--- What you are asked to do ---
Count the lines below that hold the string "lane". Give only that number.

(Data entries)
______
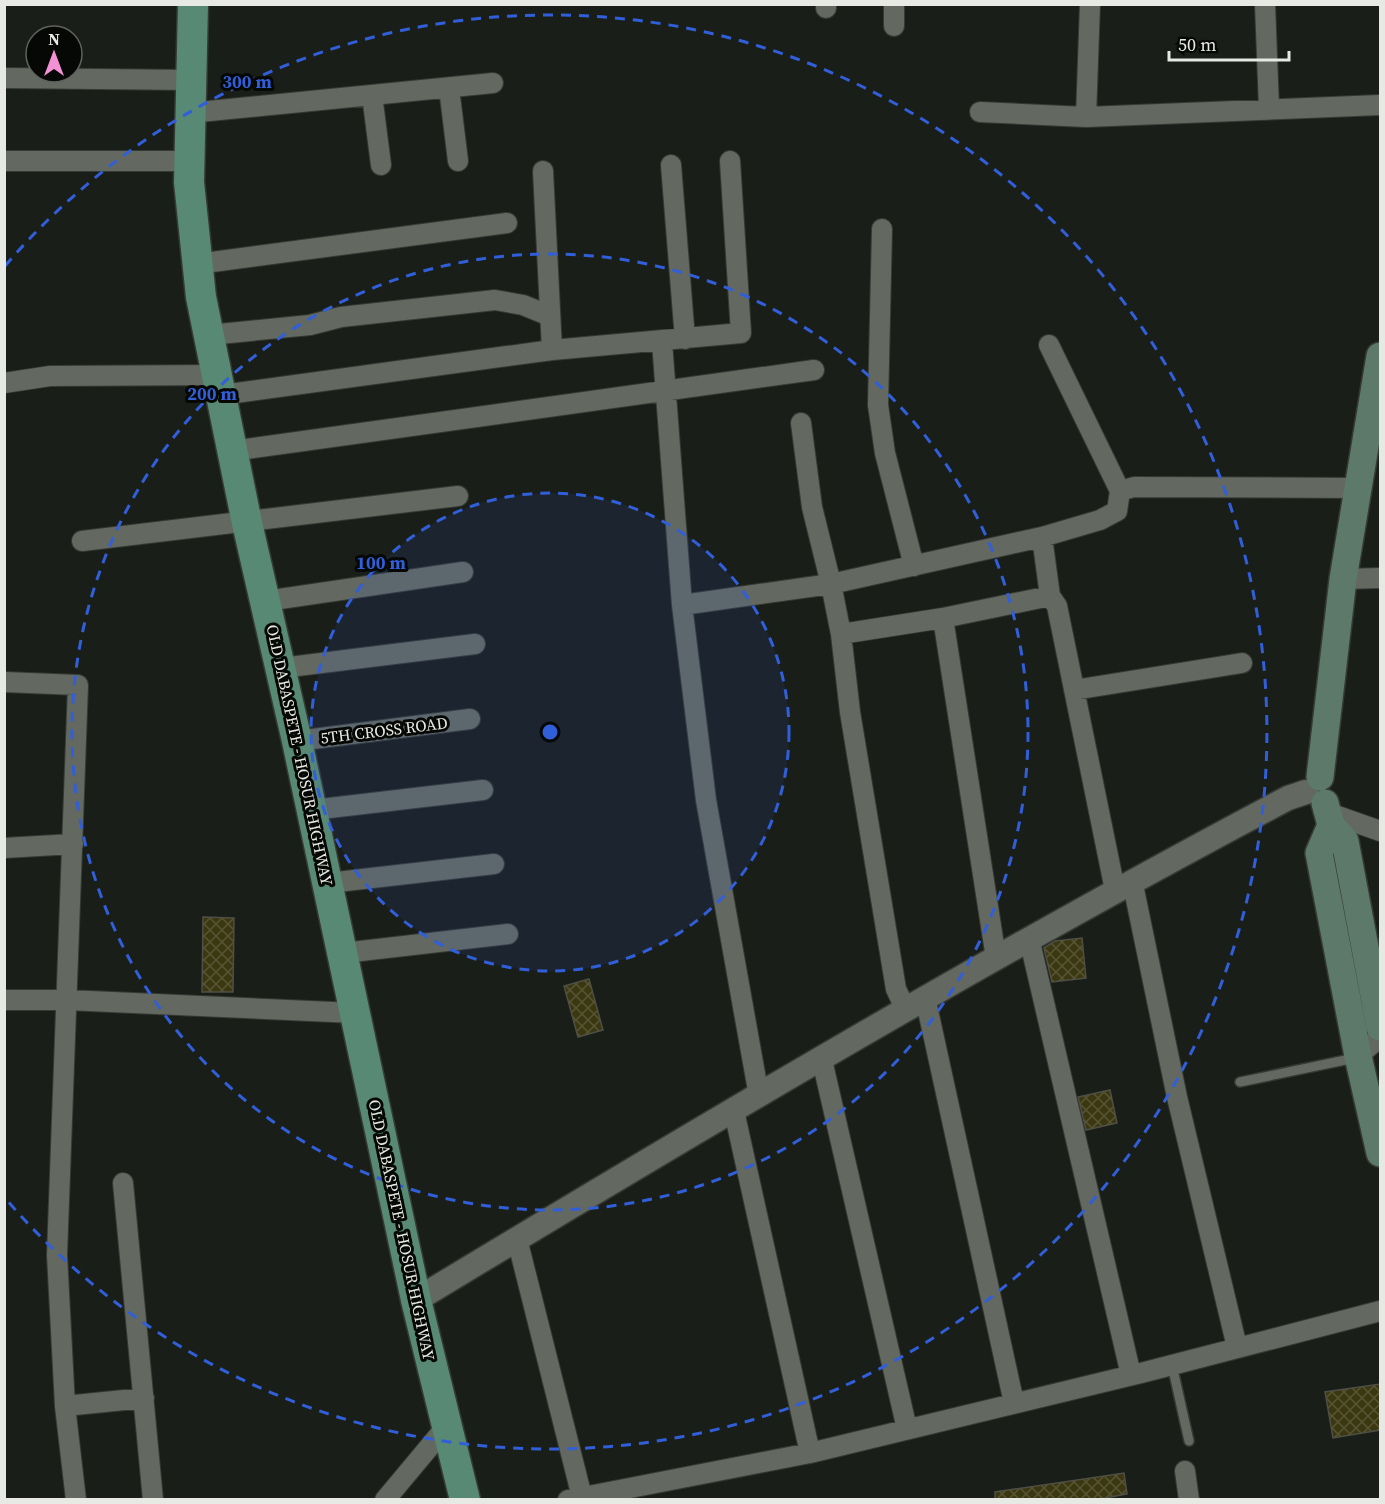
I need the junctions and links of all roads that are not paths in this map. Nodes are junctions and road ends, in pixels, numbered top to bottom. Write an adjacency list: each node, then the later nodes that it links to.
1 (193, 4): 7 (main road, OLD DABASPETE - HOSUR HIGHWAY)
2 (894, 4): 5 (street)
3 (1090, 4): 15 (street)
4 (1264, 4): 12 (street)
5 (894, 26)
6 (4, 78): 7 (street)
7 (190, 80): 13 (main road, OLD DABASPETE - HOSUR HIGHWAY)
8 (493, 83): 9 (street)
9 (449, 88): 10 (street); 18 (street)
10 (372, 95): 13 (street); 20 (street)
11 (1380, 105): 12 (street)
12 (1269, 108): 15 (street)
13 (189, 112): 17 (main road, OLD DABASPETE - HOSUR HIGHWAY)
14 (980, 112): 15 (street)
15 (1086, 117)
16 (4, 161): 17 (street)
17 (189, 161): 25 (main road, OLD DABASPETE - HOSUR HIGHWAY)
18 (458, 161)
19 (730, 161): 28 (street)
20 (381, 165)
21 (671, 165): 28 (street)
22 (543, 171): 26 (street)
23 (507, 223): 25 (street)
24 (882, 229): 45 (street)
25 (197, 264): 27 (main road, OLD DABASPETE - HOSUR HIGHWAY)
26 (550, 316): 27 (street); 31 (street)
27 (208, 335): 35 (main road, OLD DABASPETE - HOSUR HIGHWAY)
28 (685, 339): 29 (street)
29 (662, 342): 31 (street); 36 (street)
30 (1048, 345): 40 (street)
31 (552, 350): 35 (street)
32 (1380, 362): 39 (main road)
33 (814, 370): 36 (street)
34 (4, 383): 35 (street)
35 (219, 385): 38 (main road, OLD DABASPETE - HOSUR HIGHWAY)
36 (666, 391): 38 (street); 52 (street)
37 (801, 423): 49 (street)
38 (232, 451): 42 (main road, OLD DABASPETE - HOSUR HIGHWAY)
39 (1356, 488): 40 (street); 48 (main road)
40 (1120, 491): 43 (street)
41 (458, 496): 42 (street)
42 (247, 523): 44 (street); 51 (main road, OLD DABASPETE - HOSUR HIGHWAY)
43 (1042, 537): 45 (street); 50 (street)
44 (82, 541)
45 (914, 566): 49 (street)
46 (463, 572): 51 (street)
47 (1380, 578): 48 (street)
48 (1343, 579): 63 (main road)
49 (831, 584): 52 (street); 54 (street)
50 (1050, 596): 53 (street); 59 (street)
51 (266, 601): 57 (main road, OLD DABASPETE - HOSUR HIGHWAY)
52 (682, 605): 84 (street)
53 (943, 618): 54 (street); 74 (street)
54 (841, 634): 77 (street)
55 (474, 644): 57 (street)
56 (1242, 663): 59 (street)
57 (281, 668): 61 (main road, OLD DABASPETE - HOSUR HIGHWAY)
58 (4, 682): 66 (street)
59 (1074, 690): 70 (street)
60 (470, 719): 61 (street, 5TH CROSS ROAD)
61 (297, 741): 64 (main road, OLD DABASPETE - HOSUR HIGHWAY)
62 (483, 790): 64 (street)
63 (1322, 802): 65 (street); 70 (street); 79 (main road); 81 (main road)
64 (312, 810): 69 (main road, OLD DABASPETE - HOSUR HIGHWAY)
65 (1380, 831)
66 (74, 844): 67 (street); 76 (street)
67 (4, 848)
68 (494, 864): 69 (street)
69 (327, 883): 73 (main road, OLD DABASPETE - HOSUR HIGHWAY)
70 (1124, 885): 72 (street); 91 (street)
71 (508, 934): 73 (street)
72 (1029, 938): 74 (street); 93 (street)
73 (343, 953): 78 (main road, OLD DABASPETE - HOSUR HIGHWAY)
74 (996, 958): 77 (street)
75 (4, 1000): 76 (street)
76 (67, 1000): 78 (street); 96 (street)
77 (915, 1002): 82 (street); 95 (street)
78 (355, 1013): 89 (main road, OLD DABASPETE - HOSUR HIGHWAY)
79 (1380, 1027)
80 (1380, 1037): 81 (street)
81 (1358, 1056): 83 (lane); 86 (main road)
82 (822, 1060): 84 (street); 98 (street)
83 (1240, 1082)
84 (759, 1096): 85 (street)
85 (734, 1111): 88 (street); 100 (street)
86 (1380, 1153)
87 (123, 1183): 94 (street)
88 (517, 1239): 89 (street); 102 (street)
89 (416, 1300): 97 (main road, OLD DABASPETE - HOSUR HIGHWAY)
90 (1380, 1311): 91 (street)
91 (1237, 1347): 92 (street)
92 (1172, 1365): 93 (street); 99 (lane)
93 (1131, 1375): 95 (street)
94 (144, 1398): 96 (street); 104 (street)
95 (1014, 1403): 98 (street)
96 (65, 1406): 103 (street)
97 (446, 1427): 105 (street); 106 (main road, OLD DABASPETE - HOSUR HIGHWAY)
98 (907, 1429): 100 (street)
99 (1188, 1442)
100 (810, 1453): 102 (street)
101 (1185, 1471): 107 (street)
102 (575, 1498)
103 (76, 1500)
104 (153, 1500)
105 (385, 1500)
106 (465, 1500)
107 (1189, 1500)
______
--- Result of this task ---
2